» **INSTRUCTIONS FOR THE TASK**:
Find the lines below in which the string "Drive" occurs. Copy each one.

=======

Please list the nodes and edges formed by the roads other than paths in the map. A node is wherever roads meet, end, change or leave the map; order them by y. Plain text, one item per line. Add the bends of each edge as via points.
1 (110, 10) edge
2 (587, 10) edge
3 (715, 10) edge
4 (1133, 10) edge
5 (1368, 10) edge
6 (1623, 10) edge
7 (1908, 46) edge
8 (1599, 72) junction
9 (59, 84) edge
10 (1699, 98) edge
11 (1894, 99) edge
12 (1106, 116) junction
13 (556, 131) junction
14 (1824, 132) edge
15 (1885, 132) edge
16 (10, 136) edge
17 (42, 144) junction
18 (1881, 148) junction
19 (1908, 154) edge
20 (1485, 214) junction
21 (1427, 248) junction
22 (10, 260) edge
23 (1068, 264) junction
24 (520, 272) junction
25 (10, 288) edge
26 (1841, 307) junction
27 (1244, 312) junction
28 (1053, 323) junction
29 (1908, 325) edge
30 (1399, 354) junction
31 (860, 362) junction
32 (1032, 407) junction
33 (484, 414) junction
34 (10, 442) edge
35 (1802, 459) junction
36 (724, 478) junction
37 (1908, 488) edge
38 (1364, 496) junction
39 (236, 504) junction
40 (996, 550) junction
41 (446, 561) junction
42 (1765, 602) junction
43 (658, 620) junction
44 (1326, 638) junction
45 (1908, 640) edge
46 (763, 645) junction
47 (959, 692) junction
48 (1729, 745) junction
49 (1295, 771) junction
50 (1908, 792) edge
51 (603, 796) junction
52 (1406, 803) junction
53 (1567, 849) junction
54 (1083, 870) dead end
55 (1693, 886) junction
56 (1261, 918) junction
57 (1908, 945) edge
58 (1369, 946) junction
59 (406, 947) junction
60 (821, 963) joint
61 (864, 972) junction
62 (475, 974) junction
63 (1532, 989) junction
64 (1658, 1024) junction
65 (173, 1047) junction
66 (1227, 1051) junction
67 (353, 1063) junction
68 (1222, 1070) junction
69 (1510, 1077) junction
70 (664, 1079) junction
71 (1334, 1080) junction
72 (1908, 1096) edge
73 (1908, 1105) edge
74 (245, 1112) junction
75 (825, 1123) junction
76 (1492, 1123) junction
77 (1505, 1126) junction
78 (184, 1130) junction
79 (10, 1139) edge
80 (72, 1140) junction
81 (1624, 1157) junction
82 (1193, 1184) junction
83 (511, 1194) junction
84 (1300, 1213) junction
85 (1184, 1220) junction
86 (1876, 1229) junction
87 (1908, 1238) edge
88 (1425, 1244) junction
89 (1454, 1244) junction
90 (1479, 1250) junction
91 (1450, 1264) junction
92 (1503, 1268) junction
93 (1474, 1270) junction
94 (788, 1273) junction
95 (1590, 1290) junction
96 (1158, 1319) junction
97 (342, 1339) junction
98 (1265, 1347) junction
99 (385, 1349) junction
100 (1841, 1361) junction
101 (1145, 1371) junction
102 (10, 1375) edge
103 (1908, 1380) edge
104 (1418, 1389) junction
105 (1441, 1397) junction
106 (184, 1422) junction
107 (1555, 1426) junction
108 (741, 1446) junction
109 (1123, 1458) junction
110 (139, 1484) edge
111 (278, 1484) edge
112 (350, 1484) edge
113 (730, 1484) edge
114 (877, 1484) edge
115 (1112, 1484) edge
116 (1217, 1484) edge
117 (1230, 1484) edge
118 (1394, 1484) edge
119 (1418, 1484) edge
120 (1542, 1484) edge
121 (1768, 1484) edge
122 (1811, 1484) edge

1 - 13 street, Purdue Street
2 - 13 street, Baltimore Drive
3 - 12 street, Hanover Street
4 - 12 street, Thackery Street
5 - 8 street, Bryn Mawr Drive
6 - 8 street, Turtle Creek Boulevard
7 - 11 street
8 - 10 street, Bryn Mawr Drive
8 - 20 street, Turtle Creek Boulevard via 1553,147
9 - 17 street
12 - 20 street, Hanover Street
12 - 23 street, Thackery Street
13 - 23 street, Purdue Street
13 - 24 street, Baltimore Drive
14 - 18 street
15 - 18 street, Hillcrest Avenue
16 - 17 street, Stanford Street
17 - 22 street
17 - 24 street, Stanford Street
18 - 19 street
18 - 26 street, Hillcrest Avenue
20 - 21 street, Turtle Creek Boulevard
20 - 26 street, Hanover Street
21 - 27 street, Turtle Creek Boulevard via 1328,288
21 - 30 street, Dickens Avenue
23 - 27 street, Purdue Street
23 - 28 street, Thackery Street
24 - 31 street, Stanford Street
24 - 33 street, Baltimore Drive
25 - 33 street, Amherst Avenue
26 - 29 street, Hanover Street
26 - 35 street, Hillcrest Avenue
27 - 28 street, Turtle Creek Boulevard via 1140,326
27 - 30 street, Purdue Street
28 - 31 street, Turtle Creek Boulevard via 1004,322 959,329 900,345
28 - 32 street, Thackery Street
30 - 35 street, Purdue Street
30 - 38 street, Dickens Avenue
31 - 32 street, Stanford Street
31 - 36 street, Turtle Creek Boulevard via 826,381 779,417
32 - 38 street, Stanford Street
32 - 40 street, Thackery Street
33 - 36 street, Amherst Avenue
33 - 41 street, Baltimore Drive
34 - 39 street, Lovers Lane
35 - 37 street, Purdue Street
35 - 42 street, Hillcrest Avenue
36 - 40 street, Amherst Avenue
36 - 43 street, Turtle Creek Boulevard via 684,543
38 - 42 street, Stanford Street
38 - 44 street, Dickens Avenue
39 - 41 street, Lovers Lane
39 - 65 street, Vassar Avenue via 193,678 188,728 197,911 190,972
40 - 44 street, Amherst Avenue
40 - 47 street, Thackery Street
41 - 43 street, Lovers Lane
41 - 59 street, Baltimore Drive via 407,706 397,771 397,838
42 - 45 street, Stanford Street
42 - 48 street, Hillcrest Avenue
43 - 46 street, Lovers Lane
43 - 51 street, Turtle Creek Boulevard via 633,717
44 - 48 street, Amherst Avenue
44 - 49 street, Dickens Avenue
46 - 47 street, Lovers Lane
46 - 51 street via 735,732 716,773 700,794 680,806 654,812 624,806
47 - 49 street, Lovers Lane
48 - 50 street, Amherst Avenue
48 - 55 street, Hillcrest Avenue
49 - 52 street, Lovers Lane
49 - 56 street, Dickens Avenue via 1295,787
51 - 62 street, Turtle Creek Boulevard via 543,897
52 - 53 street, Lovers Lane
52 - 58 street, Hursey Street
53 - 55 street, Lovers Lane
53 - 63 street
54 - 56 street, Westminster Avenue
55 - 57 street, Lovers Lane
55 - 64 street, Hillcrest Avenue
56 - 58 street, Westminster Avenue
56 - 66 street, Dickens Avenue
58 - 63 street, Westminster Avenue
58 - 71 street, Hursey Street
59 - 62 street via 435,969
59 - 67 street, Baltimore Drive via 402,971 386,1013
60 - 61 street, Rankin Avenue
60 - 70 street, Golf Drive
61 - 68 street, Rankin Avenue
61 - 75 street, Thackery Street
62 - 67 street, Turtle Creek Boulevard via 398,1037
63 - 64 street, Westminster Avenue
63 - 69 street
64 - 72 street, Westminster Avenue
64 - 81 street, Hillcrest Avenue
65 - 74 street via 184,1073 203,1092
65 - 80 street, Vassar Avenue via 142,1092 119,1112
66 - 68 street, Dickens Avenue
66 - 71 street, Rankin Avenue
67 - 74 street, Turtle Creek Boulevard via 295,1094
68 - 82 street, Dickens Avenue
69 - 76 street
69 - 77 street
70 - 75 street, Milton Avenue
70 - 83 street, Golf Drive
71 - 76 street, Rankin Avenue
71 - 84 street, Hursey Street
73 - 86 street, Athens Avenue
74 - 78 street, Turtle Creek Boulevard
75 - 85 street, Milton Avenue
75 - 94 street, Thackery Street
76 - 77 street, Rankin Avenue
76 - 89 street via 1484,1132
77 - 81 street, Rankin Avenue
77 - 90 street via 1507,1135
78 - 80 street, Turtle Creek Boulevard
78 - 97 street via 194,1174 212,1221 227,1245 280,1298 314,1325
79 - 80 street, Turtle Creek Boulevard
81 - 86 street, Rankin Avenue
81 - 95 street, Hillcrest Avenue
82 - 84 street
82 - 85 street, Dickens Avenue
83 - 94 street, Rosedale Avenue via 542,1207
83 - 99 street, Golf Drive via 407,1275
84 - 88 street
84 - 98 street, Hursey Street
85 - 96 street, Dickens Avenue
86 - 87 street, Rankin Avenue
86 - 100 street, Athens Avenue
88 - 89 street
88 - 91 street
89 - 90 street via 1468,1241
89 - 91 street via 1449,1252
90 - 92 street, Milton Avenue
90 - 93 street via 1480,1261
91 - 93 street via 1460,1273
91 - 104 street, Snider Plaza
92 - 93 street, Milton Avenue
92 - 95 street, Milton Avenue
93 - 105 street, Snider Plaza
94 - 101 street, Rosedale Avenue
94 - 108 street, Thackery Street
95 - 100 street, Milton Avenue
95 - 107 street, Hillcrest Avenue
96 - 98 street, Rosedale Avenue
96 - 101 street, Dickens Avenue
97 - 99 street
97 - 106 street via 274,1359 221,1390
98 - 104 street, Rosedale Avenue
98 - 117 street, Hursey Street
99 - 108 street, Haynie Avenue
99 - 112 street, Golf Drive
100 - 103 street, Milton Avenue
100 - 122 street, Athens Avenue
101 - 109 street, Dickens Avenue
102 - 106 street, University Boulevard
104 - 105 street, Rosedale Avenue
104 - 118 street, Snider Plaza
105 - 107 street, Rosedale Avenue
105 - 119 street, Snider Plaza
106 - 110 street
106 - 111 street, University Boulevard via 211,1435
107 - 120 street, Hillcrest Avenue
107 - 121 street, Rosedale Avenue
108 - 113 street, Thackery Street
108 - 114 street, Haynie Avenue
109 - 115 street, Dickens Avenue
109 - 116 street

=======

» **ANSWER TO THIS TASK**:
2 - 13 street, Baltimore Drive
5 - 8 street, Bryn Mawr Drive
8 - 10 street, Bryn Mawr Drive
13 - 24 street, Baltimore Drive
24 - 33 street, Baltimore Drive
33 - 41 street, Baltimore Drive
41 - 59 street, Baltimore Drive via 407,706 397,771 397,838
59 - 67 street, Baltimore Drive via 402,971 386,1013
60 - 70 street, Golf Drive
70 - 83 street, Golf Drive
83 - 99 street, Golf Drive via 407,1275
99 - 112 street, Golf Drive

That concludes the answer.